■ Problem requirements ■
State how many lines in the listing below include the word "name", and add nothing besides the number.

■ Given entries ■

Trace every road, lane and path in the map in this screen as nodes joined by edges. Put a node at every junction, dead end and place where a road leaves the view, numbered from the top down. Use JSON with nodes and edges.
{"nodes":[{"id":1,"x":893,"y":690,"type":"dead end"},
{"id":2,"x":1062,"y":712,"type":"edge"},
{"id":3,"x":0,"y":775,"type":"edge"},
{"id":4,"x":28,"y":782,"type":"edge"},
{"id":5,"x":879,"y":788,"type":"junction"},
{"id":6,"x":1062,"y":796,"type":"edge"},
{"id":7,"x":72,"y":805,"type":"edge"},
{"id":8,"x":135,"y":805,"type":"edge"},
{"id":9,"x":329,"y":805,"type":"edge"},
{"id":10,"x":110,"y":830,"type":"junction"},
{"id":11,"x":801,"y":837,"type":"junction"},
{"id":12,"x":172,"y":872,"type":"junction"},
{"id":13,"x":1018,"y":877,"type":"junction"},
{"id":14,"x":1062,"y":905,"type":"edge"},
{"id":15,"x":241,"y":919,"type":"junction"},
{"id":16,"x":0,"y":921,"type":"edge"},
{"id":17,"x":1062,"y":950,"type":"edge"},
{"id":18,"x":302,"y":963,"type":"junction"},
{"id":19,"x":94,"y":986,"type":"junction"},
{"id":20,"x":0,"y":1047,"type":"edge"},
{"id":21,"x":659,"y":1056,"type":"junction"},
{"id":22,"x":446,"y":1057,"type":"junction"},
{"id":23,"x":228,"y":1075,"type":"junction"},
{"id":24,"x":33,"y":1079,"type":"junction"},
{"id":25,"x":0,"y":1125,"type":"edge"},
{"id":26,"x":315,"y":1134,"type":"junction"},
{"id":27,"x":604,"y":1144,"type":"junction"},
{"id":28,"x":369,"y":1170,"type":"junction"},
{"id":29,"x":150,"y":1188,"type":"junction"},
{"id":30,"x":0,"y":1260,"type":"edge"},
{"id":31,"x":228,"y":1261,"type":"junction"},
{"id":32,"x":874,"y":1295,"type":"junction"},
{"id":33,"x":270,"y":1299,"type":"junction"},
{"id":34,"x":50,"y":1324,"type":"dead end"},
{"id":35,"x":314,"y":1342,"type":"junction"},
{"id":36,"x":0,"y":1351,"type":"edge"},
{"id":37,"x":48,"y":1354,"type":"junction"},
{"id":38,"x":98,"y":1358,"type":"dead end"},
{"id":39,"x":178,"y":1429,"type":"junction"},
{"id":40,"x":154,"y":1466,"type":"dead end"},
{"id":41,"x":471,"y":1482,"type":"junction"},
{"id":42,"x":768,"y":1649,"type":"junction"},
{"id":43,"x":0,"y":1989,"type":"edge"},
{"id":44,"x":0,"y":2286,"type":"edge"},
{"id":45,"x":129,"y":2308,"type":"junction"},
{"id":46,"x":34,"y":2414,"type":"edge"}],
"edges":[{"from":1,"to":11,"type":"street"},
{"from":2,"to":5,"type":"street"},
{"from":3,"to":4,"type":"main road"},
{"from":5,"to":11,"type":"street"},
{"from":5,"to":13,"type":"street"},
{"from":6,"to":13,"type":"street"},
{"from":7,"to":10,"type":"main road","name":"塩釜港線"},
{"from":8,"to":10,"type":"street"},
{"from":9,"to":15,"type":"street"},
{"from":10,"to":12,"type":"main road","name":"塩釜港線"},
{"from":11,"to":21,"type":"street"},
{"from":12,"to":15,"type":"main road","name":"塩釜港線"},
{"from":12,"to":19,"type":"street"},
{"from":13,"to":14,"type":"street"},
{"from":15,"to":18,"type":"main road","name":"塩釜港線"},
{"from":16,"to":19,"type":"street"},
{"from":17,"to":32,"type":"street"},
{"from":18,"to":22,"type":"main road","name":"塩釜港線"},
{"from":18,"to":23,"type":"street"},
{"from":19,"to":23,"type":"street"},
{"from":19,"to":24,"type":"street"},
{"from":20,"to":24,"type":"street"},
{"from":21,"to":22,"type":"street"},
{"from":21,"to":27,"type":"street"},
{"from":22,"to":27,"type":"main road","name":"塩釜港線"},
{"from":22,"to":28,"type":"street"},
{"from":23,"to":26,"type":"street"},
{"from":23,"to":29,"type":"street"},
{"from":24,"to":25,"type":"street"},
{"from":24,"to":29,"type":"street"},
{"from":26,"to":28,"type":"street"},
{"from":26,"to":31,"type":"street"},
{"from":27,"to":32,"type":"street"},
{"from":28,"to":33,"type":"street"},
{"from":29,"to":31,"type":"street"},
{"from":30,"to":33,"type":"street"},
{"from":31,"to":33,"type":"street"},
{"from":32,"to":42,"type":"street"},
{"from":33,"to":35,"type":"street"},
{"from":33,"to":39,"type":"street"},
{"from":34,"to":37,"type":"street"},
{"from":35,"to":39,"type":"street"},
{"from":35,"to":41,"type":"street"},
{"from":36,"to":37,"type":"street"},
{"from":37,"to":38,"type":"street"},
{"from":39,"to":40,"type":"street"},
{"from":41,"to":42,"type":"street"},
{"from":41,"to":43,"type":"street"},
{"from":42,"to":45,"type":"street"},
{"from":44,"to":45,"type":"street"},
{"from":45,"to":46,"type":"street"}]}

■ Answer for the task ■
6